Sabtu, 17 September 2016

BEKERJA DENGAN FASILITAS SENDIRI

Saat saya bergabung dengan suatu perusahaan multinasional China saya agak kaget karena fasilitas kerja yang diberikan sangat minim atau bahkan ada beberapa fasilitas untuk bekerja yang mungkin belum dapat disediakan (saya tidak berani berspekulasi bahwa perusahaan tidak memberikan), setelah saya bertanya kepada beberapa orang, saya mendapatkan jawaban konon katanya di China para karyawan membawa fasilitas untuk bekerja sendiri, dari mulai hal kecil dari mulai gunting, pulpen, pinsil, sampai bahkan ceritanya mereka membawa laptop dan printer sendiri.

Saya berpendapat wajar saja disana seperti itu, karena dengan jumlah penduduk yang sangat besar pastilah seseorang agak sulit mendapatkan pekerjaan, sehingga saat mereka mendapatkan pekerjaan mereka rela melakukan apapun, sehingga yang terjadikan disana semacam ikatan pengusaha sebagai tuan tanah yang kejam dan pekerja sebagai penggarap yang miskin (saya teringat buku "angsa-angsa liar karangan jung chang").

Karena saya belum pernah menghadapi hal seperti ini, hal ini sangat menarik perhatian saya, saya pun mencoba mencari tau dari segi hukum ketenagakerjaan di Indonesia, dan saya menemukan sebuah artikel yang cukup menarik yang ditulis Bpk Umar Kasim dalam sebuah artikel di hukum online (boleh ya pak saya kutip artikel bapak)  

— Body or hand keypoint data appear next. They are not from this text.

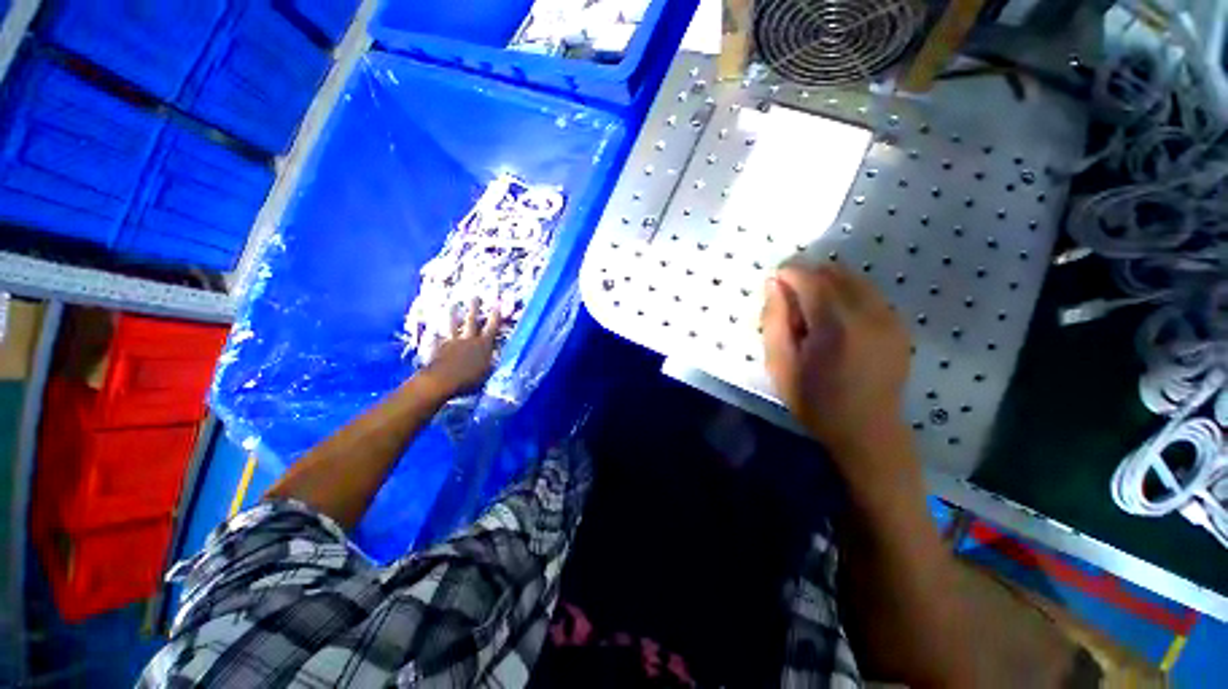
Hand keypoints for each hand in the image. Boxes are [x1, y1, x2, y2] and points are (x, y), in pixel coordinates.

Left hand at [420, 298, 504, 398]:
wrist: (442, 381)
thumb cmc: (469, 379)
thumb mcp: (487, 372)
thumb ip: (490, 361)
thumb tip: (495, 355)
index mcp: (483, 346)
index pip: (491, 328)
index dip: (495, 317)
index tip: (496, 305)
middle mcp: (468, 340)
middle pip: (472, 322)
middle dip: (474, 309)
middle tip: (475, 296)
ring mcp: (452, 343)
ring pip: (454, 326)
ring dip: (454, 316)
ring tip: (453, 306)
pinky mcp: (439, 349)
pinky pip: (438, 339)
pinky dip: (436, 335)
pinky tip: (433, 331)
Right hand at [761, 263, 911, 465]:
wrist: (867, 431)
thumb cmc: (814, 400)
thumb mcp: (779, 364)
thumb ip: (774, 320)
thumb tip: (774, 283)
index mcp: (836, 323)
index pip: (809, 277)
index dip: (786, 273)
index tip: (772, 285)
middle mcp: (869, 311)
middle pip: (832, 271)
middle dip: (805, 277)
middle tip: (789, 305)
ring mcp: (889, 316)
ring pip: (852, 278)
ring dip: (826, 284)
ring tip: (811, 313)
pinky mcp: (898, 324)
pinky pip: (867, 292)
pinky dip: (845, 294)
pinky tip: (835, 321)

"yang diperjanjikan dalam hubungan kerja (sebagaimana tertera dalam perjanjian kerja), -hakekatnya- hanyalah janji -untuk melakukan- pekerjaan sesuai dengan yang diperintahkan. Maksudnya, yang diperjanjikan adalah kesediaan karyawan untuk melakukan pekerjaanatas dasar perintah, baik yang tertera dalam perjanjian kerja -pada jabatan atau jenis pekerjaan yang ditentukan-, maupun yang dirinci lebih lanjut dalam peraturan perusahaan (PP) atau perjanjian kerja bersama (PKB), atau yang detailnya dijabarkan dalam job description.
Dalam kaitan itu, hubungan hukum antara pengusaha dengan karyawan merupakan hubungan subordinasiatau hubungan “atas-bawah”, yakni hubungan antara atasan dengan bawahan (dientsverhoudings) untuk melaksanakan pekerjaan sesuai dengan job-description yang berbeda dengan perjanjian kemitraan yang -bersifat koordinasi- atas dasar kesetaraan (partnership).
Permasalahannya, bagaimana melakukan pekerjaan dalam hubungan kerja? Prasarana atau sarana apa yang digunakan melakukan pekerjaan, dan disediakan oleh siapa?
Berdasarkan ketentuan dalam Pasal 50 dan Pasal 54 jo Pasal 1 angka 15 UU Ketenagakerjaan tersebut di atas, seharusnya semua fasilitas dan alat kerja (sarana/pra-sarana) disediakan pengusaha. Bahkan merupakan kewajiban serta tanggung jawabnya perusahaan". (http://www.hukumonline.com/klinik/detail/lt52d48502c0ab9/hukumnya-menyuruh-karyawan-membawa-alat-kerja-sendiri)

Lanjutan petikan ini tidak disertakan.